Home Milenial Cobaan Terberat Risma Terungkap

Cobaan Terberat Risma Terungkap

Jakarta, Gatra.com - Wali Kota Surabaya Tri Rismaharini bercerita tentang pengalaman pengalamannya dalam memimpin warga Surabaya untuk berperang menghadapi pandemikk COVID-19. Sejak Maret lalu setiap hari Risma, demikian sapaan akrab Tri Rismaharini, mesti berjibaku dengan seabrek urusan yang berkaitan dengan kesehatan sampai dampak sosial ekonomi warganya. Risma merasa inilah ujian terberatnya selama 10 tahun menjabat wali kota

“Sudah banyak cobaan yang saya hadapi, mulai banjir, jatuhnya Airasia sampai aksi terorisme. Setiap cobaan beda penanganan dan saat inilah yang paling berat,” ujar Risma dalam Webinar (Seminar Online) yang diselenggarakan Bidang Peranan Perempuan dan Millenial PP IKA ITS, akhir pekan lalu.

Risma mengungkapkan, banyaknya permasalahan yang dihadapi dalam menangani masalah wabah corona. Saking banyaknya persoalan-persoalan tersebut menjadi kompleks. ”Saya biasanya tidak pernah kehabisan ide, sekarang saya tidak bisa berpikir masalah yang lain,” ujar alumni Teknik Arsitektur ITS ini.

Pandemik COVID-19 yang berlangsung sejak Maret 2020 memang telah berdampak terhadap berbagai aspek kehidupan masyarakat. Dalam situasi inilah setiap kepemimpinan mendapatkan ujiannnya, tak terkecuali kepemimpinan seorang perempuan.

Kepemimpinan perempuan terasa lebih unik karena di waktu yang bersamaan tetap ada tuntutan untuk memenuhi tugas yang disebut sebagai kodrat. Dalam diskusi bertajuk ”Female Leadership: Managing Crisis in Covid-19, Between Roles in Life” tersebut Risma pun mengakui tidak mudah membagi peran sebagai pemimpin Surabaya dengan peran sebagai istri, ibu, dan nenek.

”Ini yang berat. Karena kasus corona ini menyangkut keselamatan warga, di rumah pun saya terpengaruh. Yang terjadi malah saya sekarang mengajak keluarga masuk ke dalam masalah yang saya hadapi. Ini sebelumnya tidak pernah saya lakukan karena saya selalu memisahkan dengan tegas antara urusan kerja dengan keluarga,” tutur Risma.

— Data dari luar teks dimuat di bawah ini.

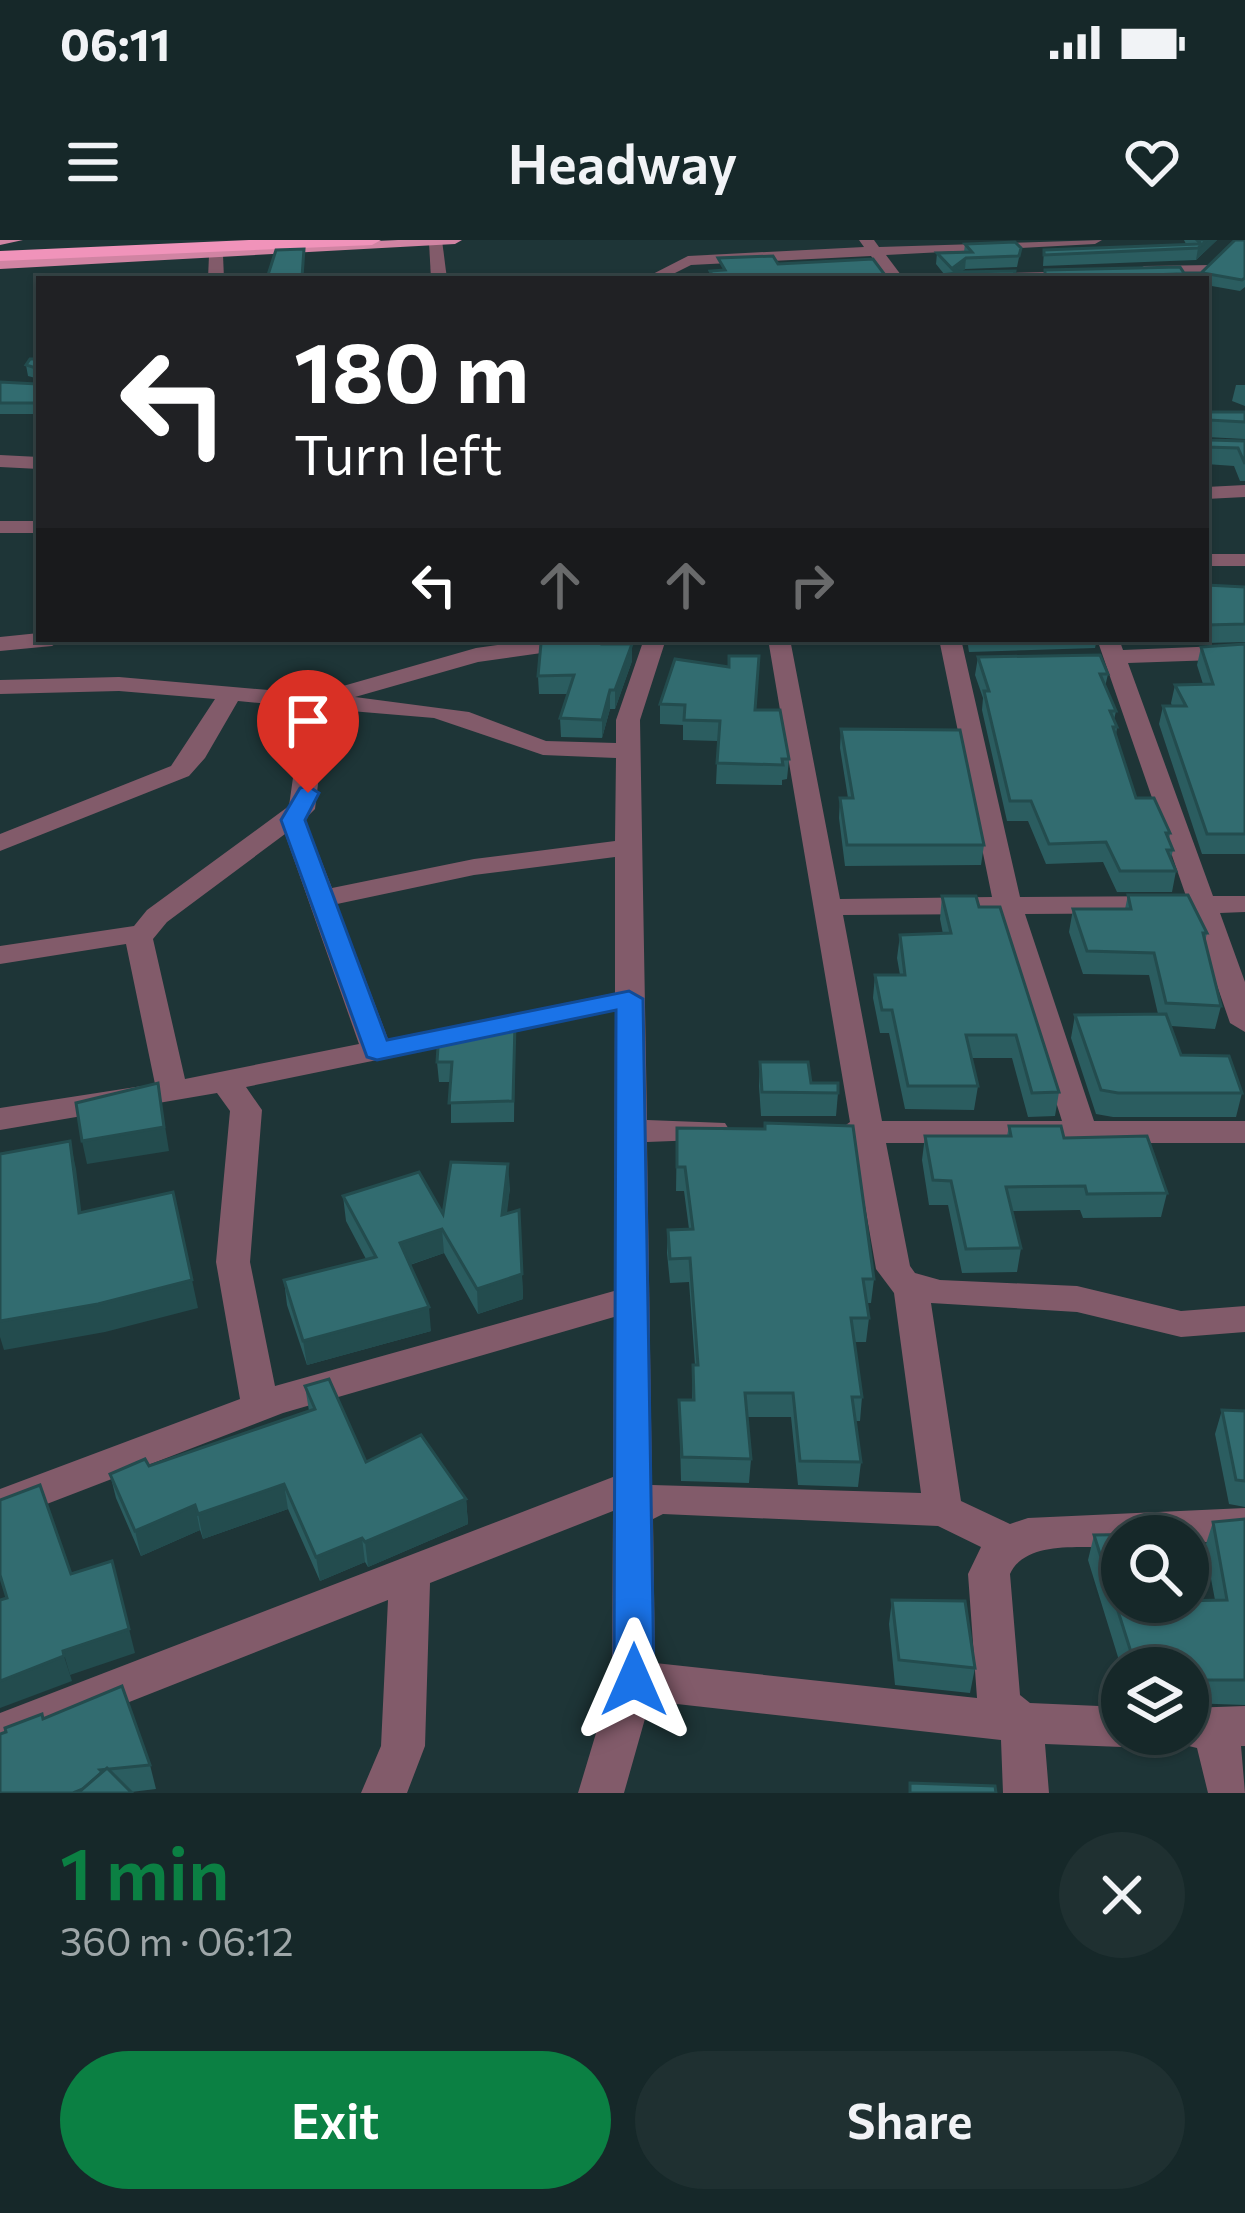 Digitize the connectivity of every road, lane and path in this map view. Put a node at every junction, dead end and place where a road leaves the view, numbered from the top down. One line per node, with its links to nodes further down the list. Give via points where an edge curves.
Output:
1 (16, 240): 8 (main road)
2 (372, 240): 8 (highway)
3 (455, 240): 5 (main road)
4 (1095, 240): 6 (street)
5 (436, 242): 7 (main road); 11 (street)
6 (870, 245): 12 (street, via 688,261); 13 (street)
7 (217, 248): 8 (highway)
8 (1, 258)
9 (1119, 272): 15 (street, via 1213,262)
10 (1097, 273): 14 (street)
11 (439, 276)
12 (657, 276)
13 (894, 276)
14 (1030, 276)
15 (1194, 276)
16 (0, 461): 17 (street)
17 (36, 463)
18 (1245, 491): 19 (street)
19 (1209, 493)
20 (0, 527): 21 (street)
21 (36, 527)
22 (1209, 560): 23 (street)
23 (1245, 560)
24 (36, 641): 28 (street)
25 (566, 642): 34 (street, via 490,651)
26 (654, 642): 35 (street, via 628,720)
27 (779, 642): 43 (street)
28 (0, 644)
29 (1245, 652): 31 (street)
30 (961, 655): 42 (street)
31 (1108, 655): 40 (street)
32 (0, 687): 33 (street, via 119,684)
33 (231, 694): 34 (street); 37 (street, via 180,771)
34 (316, 701): 35 (street, via 452,714 542,748); 36 (street, via 308,793)
35 (628, 751): 38 (street)
36 (293, 820): 39 (street); 44 (street)
37 (0, 843)
38 (629, 847): 39 (street, via 474,867); 46 (street)
39 (321, 899): 48 (street)
40 (1202, 904): 41 (street); 42 (street); 47 (street)
41 (1245, 904)
42 (1008, 906): 43 (street); 56 (street)
43 (826, 908): 55 (street)
44 (142, 933): 45 (street); 50 (street, via 138,950)
45 (0, 955)
46 (629, 999): 48 (street); 52 (street)
47 (1245, 1023)
48 (377, 1051): 49 (street)
49 (225, 1082): 50 (street); 61 (street, via 246,1110 233,1262)
50 (172, 1092): 51 (street)
51 (0, 1119)
52 (630, 1131): 53 (street); 59 (street)
53 (750, 1131)
54 (822, 1132): 55 (street)
55 (870, 1132): 56 (street); 58 (street, via 893,1269)
56 (1082, 1132): 57 (street)
57 (1245, 1132)
58 (903, 1282): 60 (street, via 940,1293 1077,1299 1181,1324); 64 (street, via 911,1287)
59 (632, 1299): 61 (street); 62 (street)
60 (1245, 1319)
61 (260, 1406): 63 (street)
62 (633, 1498): 64 (street); 67 (street); 68 (street)
63 (0, 1506)
64 (944, 1510): 66 (street)
65 (1245, 1525): 66 (street)
66 (1008, 1541): 69 (street, via 989,1574 999,1705)
67 (410, 1573): 72 (street); 73 (street, via 403,1746)
68 (634, 1680): 69 (street); 74 (street)
69 (1022, 1723): 70 (street); 75 (street)
70 (1101, 1726)
71 (1216, 1727): 76 (street)
72 (0, 1732)
73 (384, 1793)
74 (601, 1793)
75 (1026, 1793)
76 (1231, 1793) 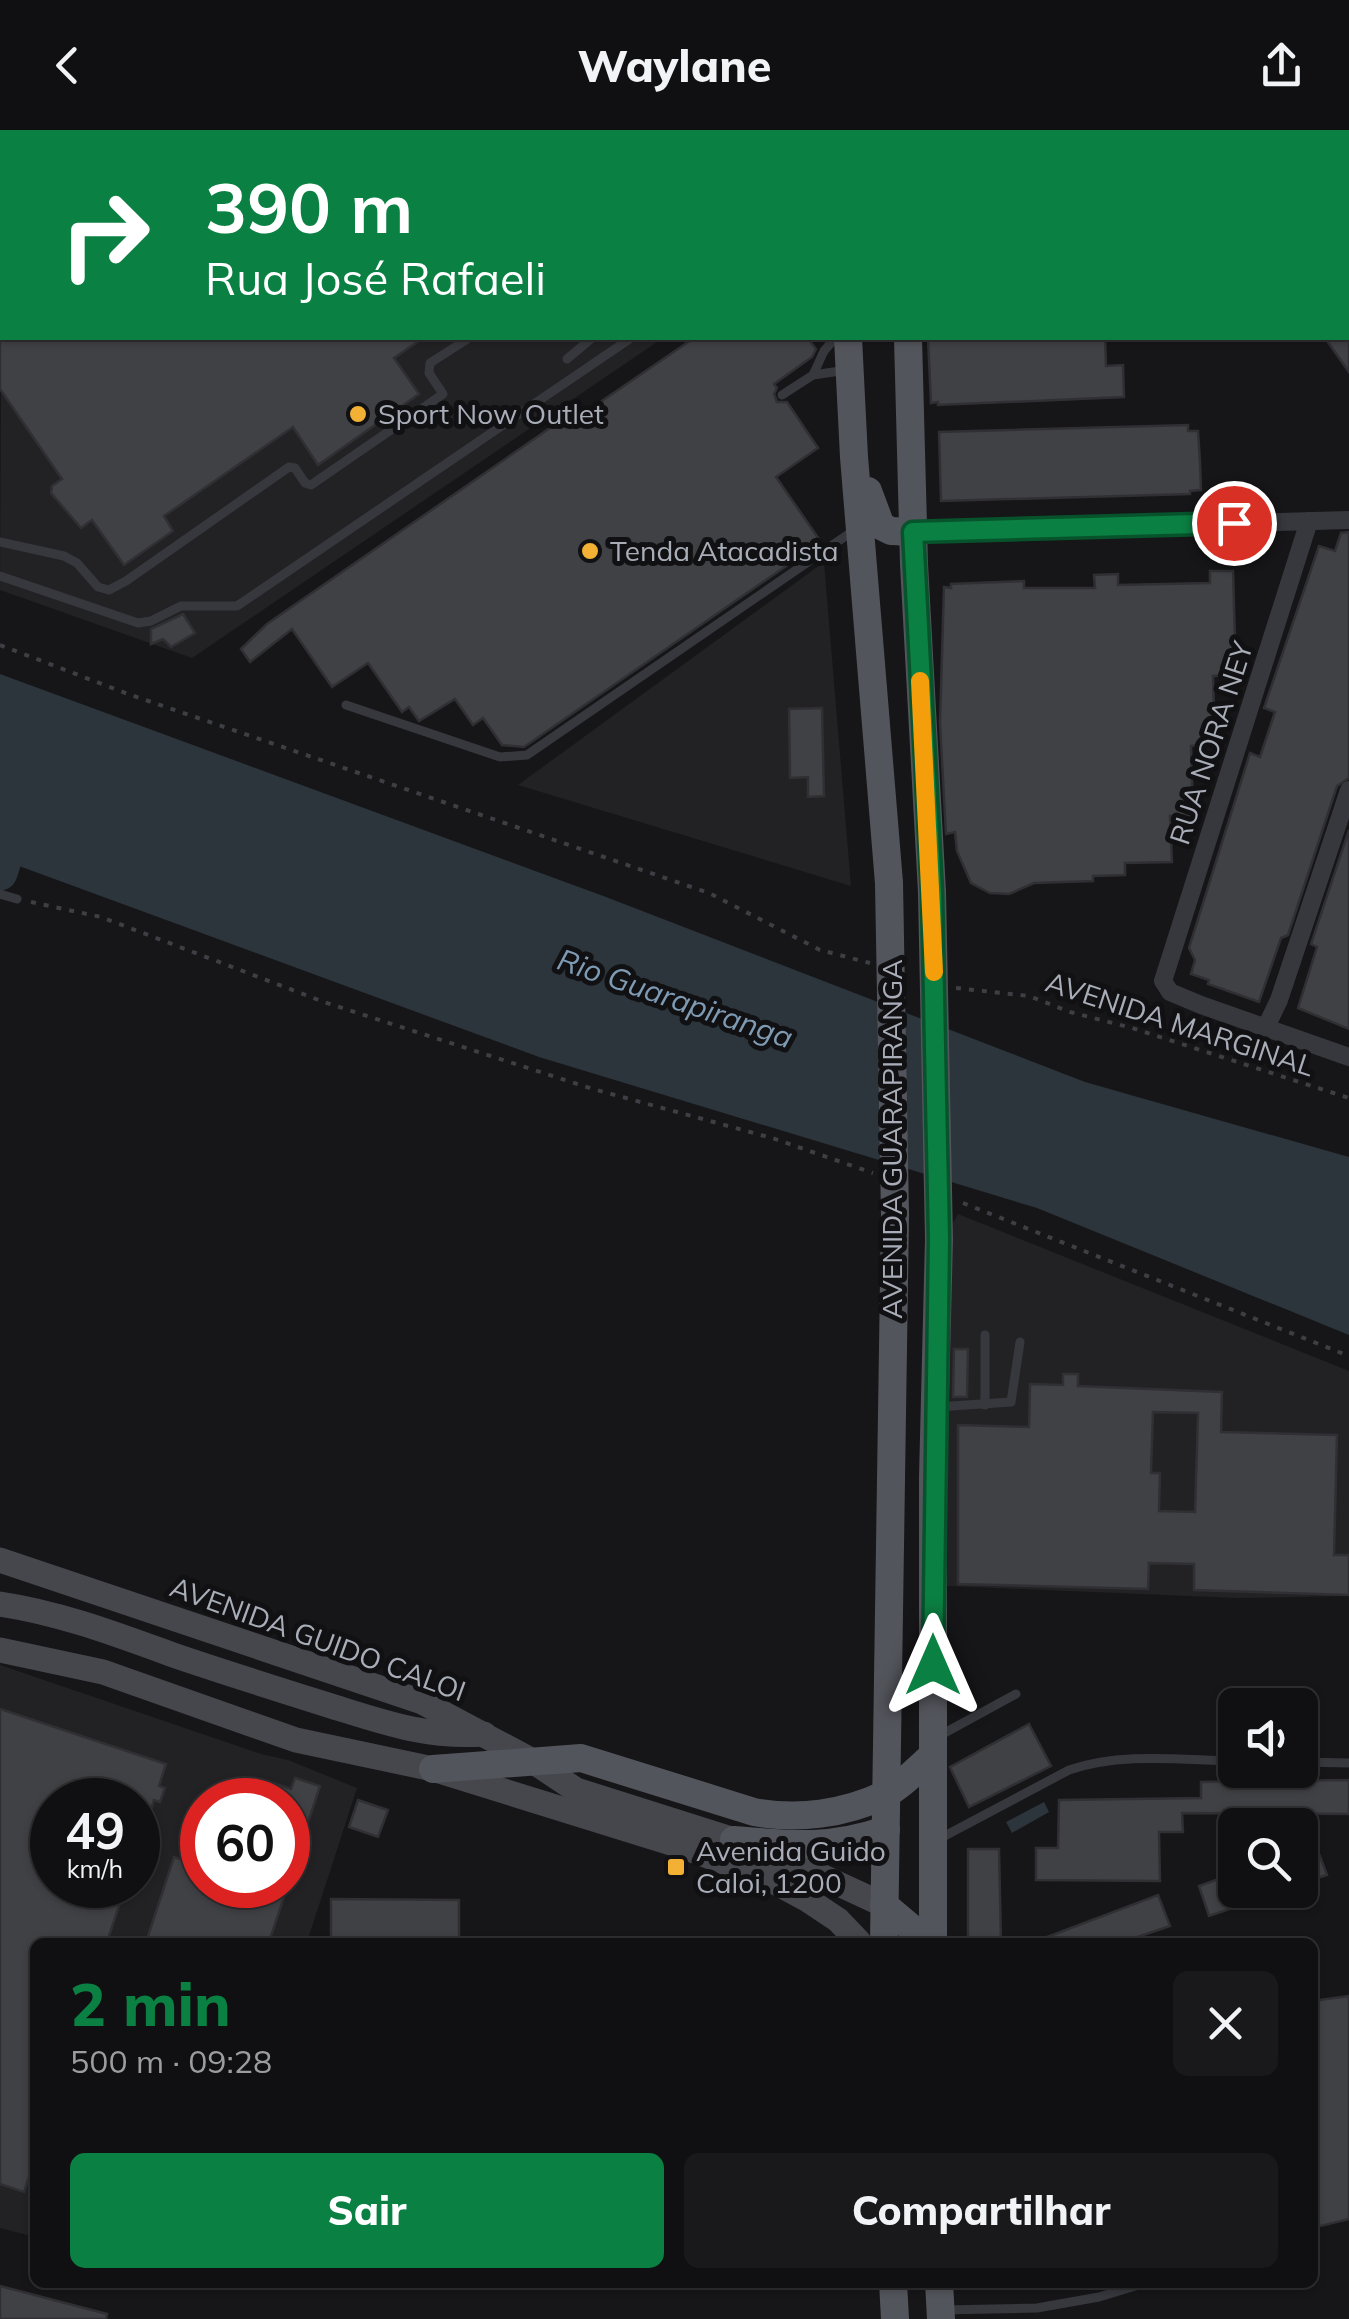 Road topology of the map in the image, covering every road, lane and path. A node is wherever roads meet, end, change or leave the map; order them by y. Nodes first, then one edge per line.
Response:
1 (466, 340) edge
2 (590, 340) edge
3 (628, 340) edge
4 (834, 340) edge
5 (848, 340) edge
6 (908, 340) edge
7 (567, 360) dead end
8 (850, 369) junction
9 (812, 375) junction
10 (782, 395) dead end
11 (854, 457) junction
12 (1349, 520) edge
13 (1309, 521) junction
14 (860, 526) junction
15 (913, 532) junction
16 (0, 542) edge
17 (0, 576) edge
18 (0, 644) edge
19 (346, 706) dead end
20 (1349, 790) edge
21 (0, 894) edge
22 (16, 899) joint
23 (872, 964) dead end
24 (952, 987) dead end
25 (1265, 1029) junction
26 (1349, 1057) edge
27 (1349, 1098) edge
28 (884, 1176) dead end
29 (958, 1202) dead end
30 (985, 1335) dead end
31 (1020, 1342) dead end
32 (1349, 1356) edge
33 (985, 1405) junction
34 (935, 1407) junction
35 (0, 1560) edge
36 (0, 1604) edge
37 (0, 1650) edge
38 (1016, 1694) dead end
39 (484, 1734) junction
40 (933, 1748) junction
41 (531, 1760) junction
42 (1218, 1761) edge
43 (1318, 1762) edge
44 (1349, 1763) edge
45 (433, 1770) junction
46 (887, 1794) junction
47 (886, 1830) junction
48 (734, 1840) junction
49 (933, 1842) junction
50 (884, 1906) junction
51 (855, 1938) edge
52 (884, 1938) edge
53 (926, 1938) edge
54 (931, 1938) edge
55 (894, 2288) edge
56 (1128, 2288) edge
57 (940, 2304) edge
58 (895, 2319) edge

1 - 16 lane
2 - 7 lane
3 - 17 lane
4 - 9 lane
5 - 8 main road, AVENIDA GUARAPIRANGA
6 - 15 main road, AVENIDA GUARAPIRANGA
8 - 9 lane
8 - 11 main road, AVENIDA GUARAPIRANGA
9 - 10 lane
11 - 14 main road, AVENIDA GUARAPIRANGA
11 - 15 main road
12 - 13 street
13 - 15 street
13 - 25 street, RUA NORA NEY
14 - 19 lane
14 - 46 main road, AVENIDA GUARAPIRANGA, bridge
15 - 34 main road, AVENIDA GUARAPIRANGA, bridge
18 - 23 path
20 - 25 street
21 - 22 lane
22 - 28 path
24 - 27 path, AVENIDA MARGINAL
25 - 26 street
29 - 32 path
30 - 33 lane
31 - 33 lane
33 - 34 lane
34 - 40 main road, AVENIDA GUARAPIRANGA
35 - 39 main road, AVENIDA GUIDO CALOI
36 - 39 main road
37 - 45 main road
38 - 40 lane
39 - 41 main road, AVENIDA GUIDO CALOI
40 - 46 main road
40 - 49 main road, AVENIDA GUARAPIRANGA
41 - 45 main road
41 - 46 main road
41 - 48 main road, AVENIDA GUIDO CALOI
42 - 49 lane
43 - 44 lane
45 - 51 main road
46 - 47 main road, AVENIDA GUARAPIRANGA
47 - 48 main road
47 - 50 main road, AVENIDA GUARAPIRANGA
48 - 50 main road, AVENIDA GUIDO CALOI
49 - 54 main road, AVENIDA GUARAPIRANGA
50 - 52 main road, AVENIDA GUARAPIRANGA
50 - 53 main road
55 - 58 main road
56 - 57 lane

Pembicara lain dalam diskusi, yaitu Wakil Ketua Bidang Eksternal Komnas HAM Sandrayati Moniaga mengatakan bahwa menyeimbangkan peran berkaitan erat dengan pembagian waktu antara pekerjaan, lingkungan sosial di luar pekerjaan, dan keluarga. Akan tetapi pembagian waktu semacam itu tidak bisa dilakukan secara kaku.

”Kalau misalnya saya sudah di rumah dan ternyata ada sesuatu yang urgent berkaitan dengan pekerjaan, mau tidak mau urusan keluarga mengalah dulu,” katanya.

Aristiwidya Bramantika, Senior VP People and Culture Gojek menyatakan, perempuan terkadang terlalu asyik untuk menyenangkan orang lain sehingga lupa untuk menyenangkan diri sendiri. Baginya, tidak soal seorang perempuan membagi 90% waktunya untuk pekerjaan dan orang lain. ”Yang penting 10% itu harus benar-benar berkualitas dan menyenangkan diri kita,” kara perempuan yang akrab disapa Ika ini.

Sementara psikolog UGM Galang Lufityanto menunjukkan hasil survei yang menyatakan keyakinan masyarakat secara umum bahwa perempuan memang lebih multitasking ketimbang lelaki. Namun, dia melihat dalam praktik data semacam itu bisa ditunggangi. ”Karena dianggap lebih multitasking, maka perempuan diberikan lebih banyak tugas ketimbang laki-laki,” katanya.

Diskusi selama hampir dua jam dengan moderator presenter televisi Brigita Manohara tersebut diikuti 409 peserta, di mana 78% di antaranya adalah perempuan. Selain Indonesia, peserta juga dari Malaysia, Autralia dan Amerika Serikat dengan latar belakang profesi yang bervariasi mulai akademisi, aktivis dan pemerhati perempuan, hingga tokoh agama.